(Supplied information)

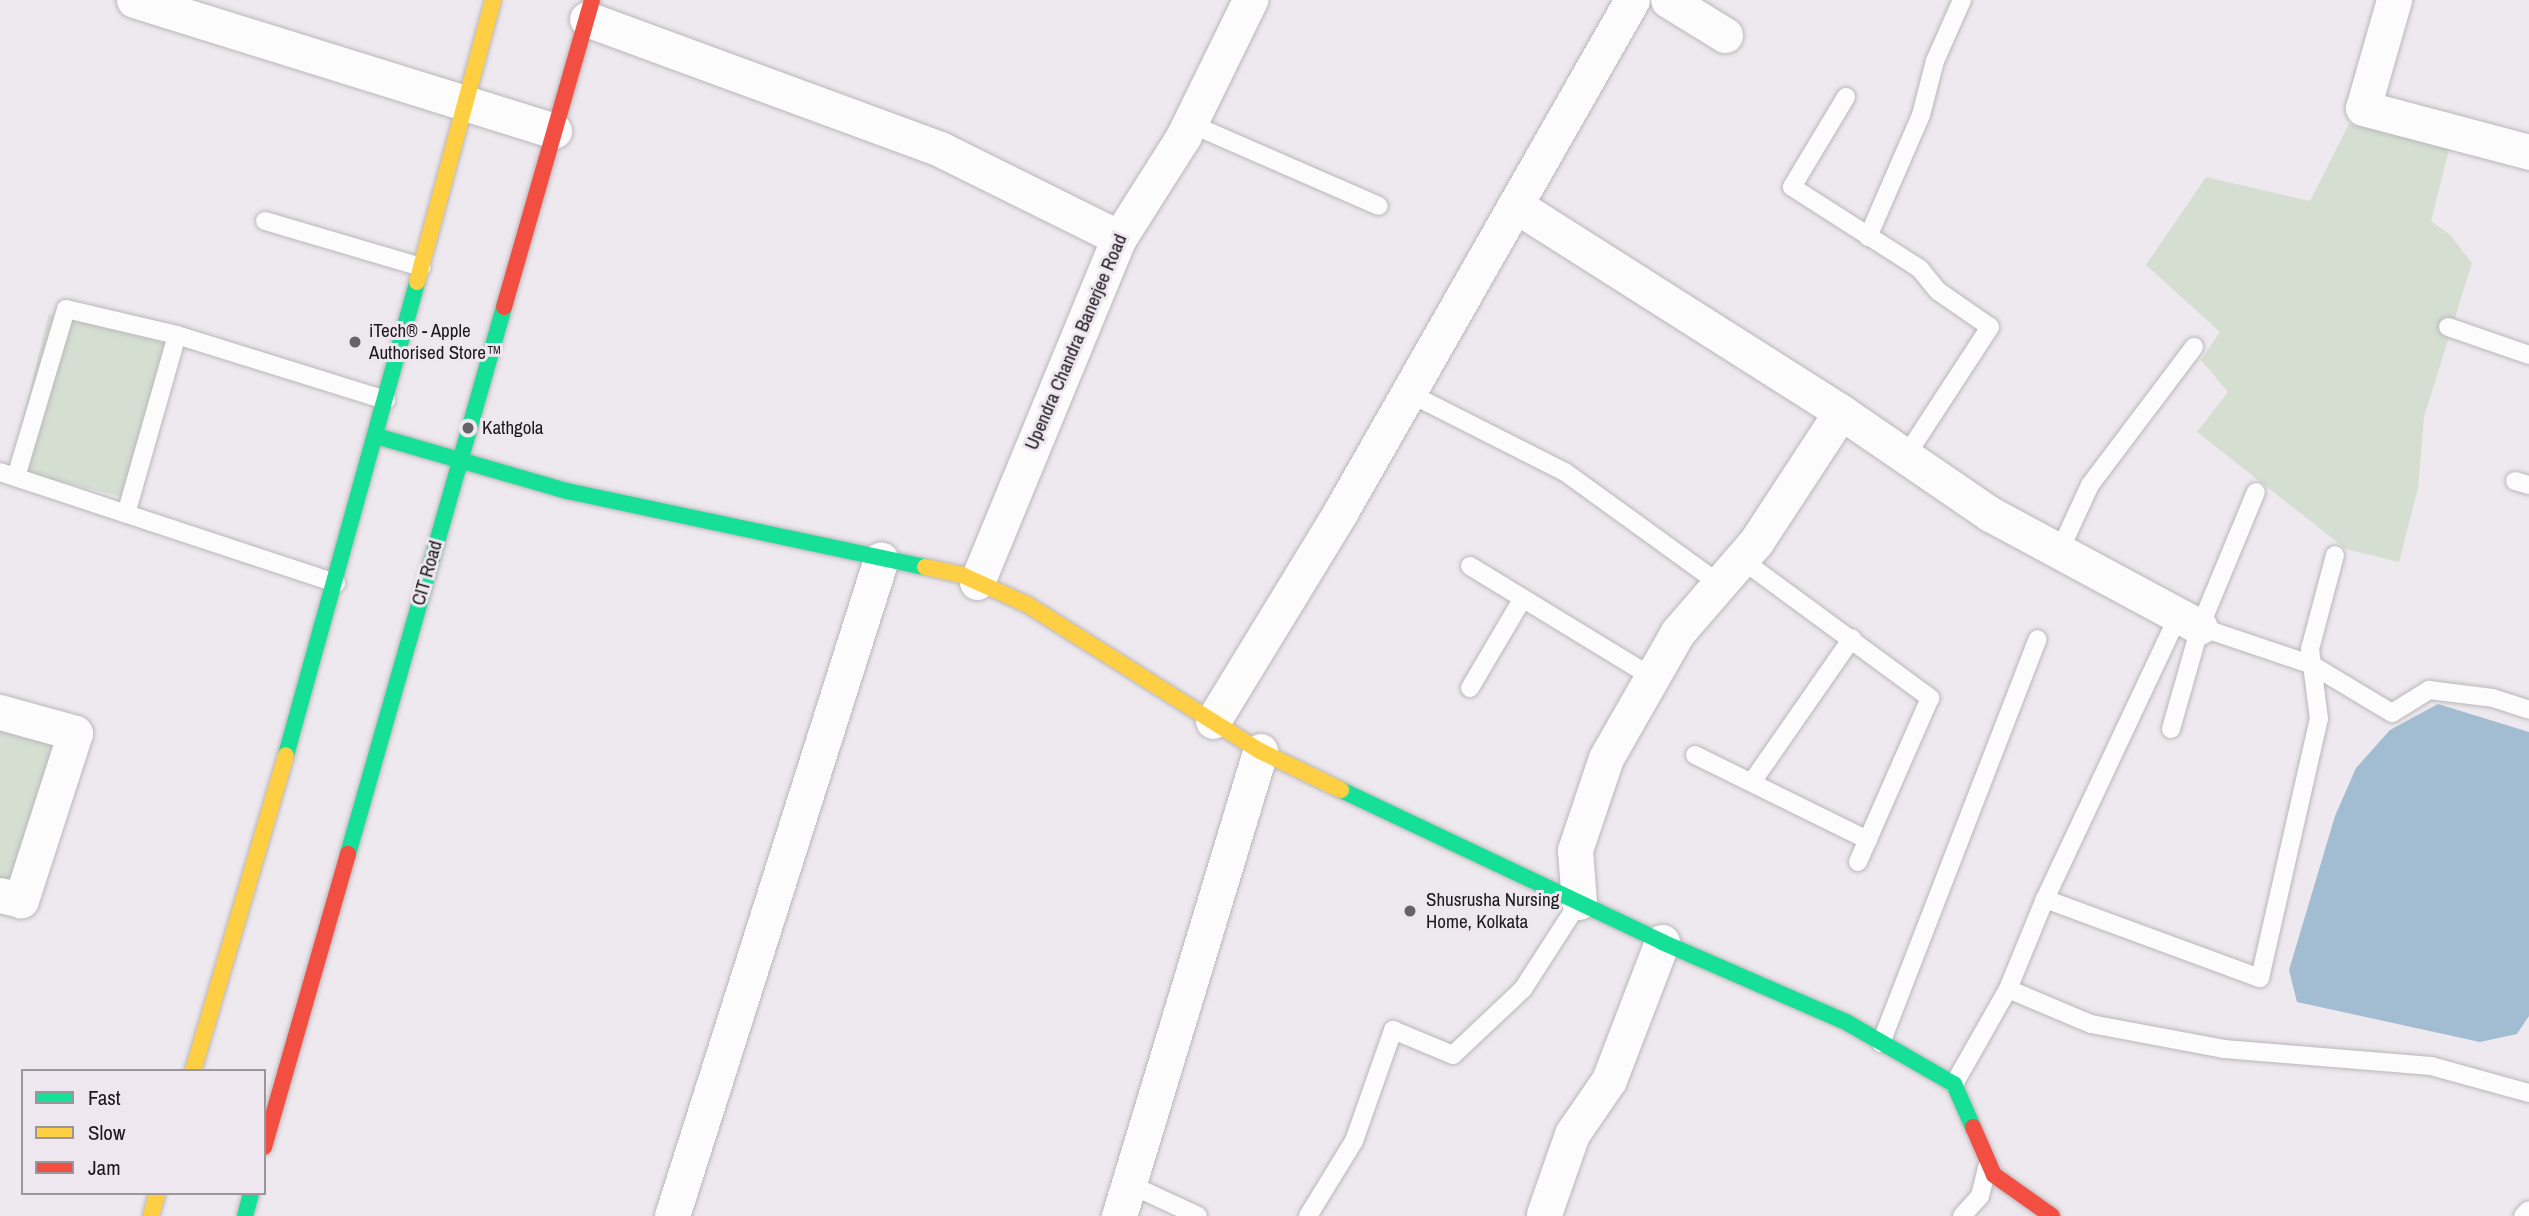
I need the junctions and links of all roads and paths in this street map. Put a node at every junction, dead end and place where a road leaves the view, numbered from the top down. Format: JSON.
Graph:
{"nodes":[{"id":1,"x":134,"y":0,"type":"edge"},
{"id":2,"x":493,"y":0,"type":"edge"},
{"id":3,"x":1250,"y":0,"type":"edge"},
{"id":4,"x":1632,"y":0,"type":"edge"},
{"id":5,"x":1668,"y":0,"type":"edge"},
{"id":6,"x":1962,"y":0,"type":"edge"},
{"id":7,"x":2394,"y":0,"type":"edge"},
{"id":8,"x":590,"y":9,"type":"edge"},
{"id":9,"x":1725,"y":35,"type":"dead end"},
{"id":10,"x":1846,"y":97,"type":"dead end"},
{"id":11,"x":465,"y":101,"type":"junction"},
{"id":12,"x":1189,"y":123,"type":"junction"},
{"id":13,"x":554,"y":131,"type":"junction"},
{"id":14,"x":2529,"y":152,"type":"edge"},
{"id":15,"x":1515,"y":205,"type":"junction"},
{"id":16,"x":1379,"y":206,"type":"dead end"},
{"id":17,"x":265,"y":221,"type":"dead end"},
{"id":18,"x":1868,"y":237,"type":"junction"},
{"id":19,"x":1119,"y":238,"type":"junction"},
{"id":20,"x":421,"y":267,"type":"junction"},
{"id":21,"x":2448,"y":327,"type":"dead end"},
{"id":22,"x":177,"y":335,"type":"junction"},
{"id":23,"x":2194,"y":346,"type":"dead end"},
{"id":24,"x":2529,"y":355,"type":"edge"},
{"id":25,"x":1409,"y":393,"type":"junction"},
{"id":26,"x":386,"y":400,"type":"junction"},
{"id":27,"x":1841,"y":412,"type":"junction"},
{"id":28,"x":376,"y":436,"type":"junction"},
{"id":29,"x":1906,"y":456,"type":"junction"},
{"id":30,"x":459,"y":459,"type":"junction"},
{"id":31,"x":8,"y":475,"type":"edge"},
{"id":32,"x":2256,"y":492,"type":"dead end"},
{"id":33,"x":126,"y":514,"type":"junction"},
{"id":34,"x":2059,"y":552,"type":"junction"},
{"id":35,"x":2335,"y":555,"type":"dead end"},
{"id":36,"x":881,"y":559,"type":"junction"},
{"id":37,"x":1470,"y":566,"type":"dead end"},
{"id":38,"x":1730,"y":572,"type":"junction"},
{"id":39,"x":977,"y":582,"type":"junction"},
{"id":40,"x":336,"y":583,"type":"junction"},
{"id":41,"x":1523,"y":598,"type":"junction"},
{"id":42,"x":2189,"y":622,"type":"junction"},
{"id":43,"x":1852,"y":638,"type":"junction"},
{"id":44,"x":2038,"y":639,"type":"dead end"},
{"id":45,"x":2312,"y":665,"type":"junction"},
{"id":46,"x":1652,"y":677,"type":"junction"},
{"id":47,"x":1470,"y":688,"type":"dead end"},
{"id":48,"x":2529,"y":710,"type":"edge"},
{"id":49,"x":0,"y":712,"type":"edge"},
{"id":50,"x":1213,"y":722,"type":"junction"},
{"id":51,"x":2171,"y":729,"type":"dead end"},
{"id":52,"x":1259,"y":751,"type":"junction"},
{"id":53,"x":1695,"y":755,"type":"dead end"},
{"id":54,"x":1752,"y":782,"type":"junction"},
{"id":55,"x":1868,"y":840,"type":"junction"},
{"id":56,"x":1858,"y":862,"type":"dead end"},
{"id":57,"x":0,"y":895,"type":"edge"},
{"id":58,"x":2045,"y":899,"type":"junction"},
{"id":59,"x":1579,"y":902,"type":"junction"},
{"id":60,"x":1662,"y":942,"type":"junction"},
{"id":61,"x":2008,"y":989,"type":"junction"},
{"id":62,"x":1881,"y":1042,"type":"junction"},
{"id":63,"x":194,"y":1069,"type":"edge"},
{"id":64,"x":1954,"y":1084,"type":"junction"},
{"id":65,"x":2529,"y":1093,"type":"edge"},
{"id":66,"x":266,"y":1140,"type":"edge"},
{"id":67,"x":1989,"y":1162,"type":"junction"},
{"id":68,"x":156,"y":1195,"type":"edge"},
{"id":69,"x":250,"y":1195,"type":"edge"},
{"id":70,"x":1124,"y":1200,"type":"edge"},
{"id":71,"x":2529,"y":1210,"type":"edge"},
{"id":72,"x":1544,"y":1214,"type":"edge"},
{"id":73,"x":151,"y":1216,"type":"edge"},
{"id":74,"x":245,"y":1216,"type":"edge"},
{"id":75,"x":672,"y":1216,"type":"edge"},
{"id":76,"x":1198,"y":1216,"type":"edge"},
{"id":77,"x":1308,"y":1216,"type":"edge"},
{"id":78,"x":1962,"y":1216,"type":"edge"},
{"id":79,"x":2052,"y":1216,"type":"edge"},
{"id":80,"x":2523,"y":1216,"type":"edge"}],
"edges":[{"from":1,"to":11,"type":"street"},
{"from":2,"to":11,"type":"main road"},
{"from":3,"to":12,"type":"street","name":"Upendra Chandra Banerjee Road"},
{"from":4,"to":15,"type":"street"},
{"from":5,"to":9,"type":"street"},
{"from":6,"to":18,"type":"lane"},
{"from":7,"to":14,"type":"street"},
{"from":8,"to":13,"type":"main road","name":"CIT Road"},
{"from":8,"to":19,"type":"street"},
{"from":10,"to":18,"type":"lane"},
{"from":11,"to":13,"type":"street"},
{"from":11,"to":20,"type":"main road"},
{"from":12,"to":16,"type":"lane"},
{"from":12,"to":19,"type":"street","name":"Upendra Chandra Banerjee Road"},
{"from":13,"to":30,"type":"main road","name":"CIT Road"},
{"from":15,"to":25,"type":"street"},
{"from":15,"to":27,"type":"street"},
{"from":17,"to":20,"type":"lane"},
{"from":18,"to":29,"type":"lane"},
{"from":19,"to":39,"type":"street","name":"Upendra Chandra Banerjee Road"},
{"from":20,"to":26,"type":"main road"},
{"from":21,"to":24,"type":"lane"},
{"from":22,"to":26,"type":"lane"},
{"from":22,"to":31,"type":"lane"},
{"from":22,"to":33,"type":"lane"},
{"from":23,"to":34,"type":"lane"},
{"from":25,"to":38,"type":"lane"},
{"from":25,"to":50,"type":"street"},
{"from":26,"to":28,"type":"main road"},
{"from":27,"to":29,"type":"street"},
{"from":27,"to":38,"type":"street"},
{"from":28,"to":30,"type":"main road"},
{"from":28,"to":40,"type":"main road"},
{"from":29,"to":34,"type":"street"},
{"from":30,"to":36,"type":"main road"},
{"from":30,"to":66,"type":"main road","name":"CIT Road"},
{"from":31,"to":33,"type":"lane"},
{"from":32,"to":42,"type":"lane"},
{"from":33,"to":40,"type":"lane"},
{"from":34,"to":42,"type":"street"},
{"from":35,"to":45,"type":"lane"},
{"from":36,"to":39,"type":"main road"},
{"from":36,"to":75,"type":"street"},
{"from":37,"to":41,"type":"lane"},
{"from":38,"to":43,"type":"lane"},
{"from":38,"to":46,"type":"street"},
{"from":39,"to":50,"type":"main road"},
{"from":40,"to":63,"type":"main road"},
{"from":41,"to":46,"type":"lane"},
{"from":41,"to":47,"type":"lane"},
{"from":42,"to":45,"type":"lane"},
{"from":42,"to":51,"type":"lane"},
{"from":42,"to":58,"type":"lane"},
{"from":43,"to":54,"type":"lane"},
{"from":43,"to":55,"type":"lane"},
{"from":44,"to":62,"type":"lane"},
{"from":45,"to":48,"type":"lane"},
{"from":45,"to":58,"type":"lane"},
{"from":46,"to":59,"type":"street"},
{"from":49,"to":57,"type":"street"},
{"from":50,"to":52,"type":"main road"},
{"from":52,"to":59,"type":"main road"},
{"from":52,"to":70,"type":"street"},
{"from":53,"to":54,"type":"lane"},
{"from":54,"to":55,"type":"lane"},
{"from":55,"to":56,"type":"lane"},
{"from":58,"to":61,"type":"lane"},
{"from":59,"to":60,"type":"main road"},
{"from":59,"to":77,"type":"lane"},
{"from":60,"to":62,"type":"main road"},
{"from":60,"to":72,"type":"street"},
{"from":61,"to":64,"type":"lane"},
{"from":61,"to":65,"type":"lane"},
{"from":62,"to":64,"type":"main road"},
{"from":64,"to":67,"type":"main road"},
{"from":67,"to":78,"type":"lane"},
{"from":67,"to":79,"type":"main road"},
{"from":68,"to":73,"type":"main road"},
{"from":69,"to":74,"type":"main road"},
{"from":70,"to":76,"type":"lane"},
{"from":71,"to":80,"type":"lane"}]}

(End Supplied information)

## Problem
Which of the lines above hold the string "Banerjee"? Copy each one.

## Answer box
{"from":3,"to":12,"type":"street","name":"Upendra Chandra Banerjee Road"},
{"from":12,"to":19,"type":"street","name":"Upendra Chandra Banerjee Road"},
{"from":19,"to":39,"type":"street","name":"Upendra Chandra Banerjee Road"},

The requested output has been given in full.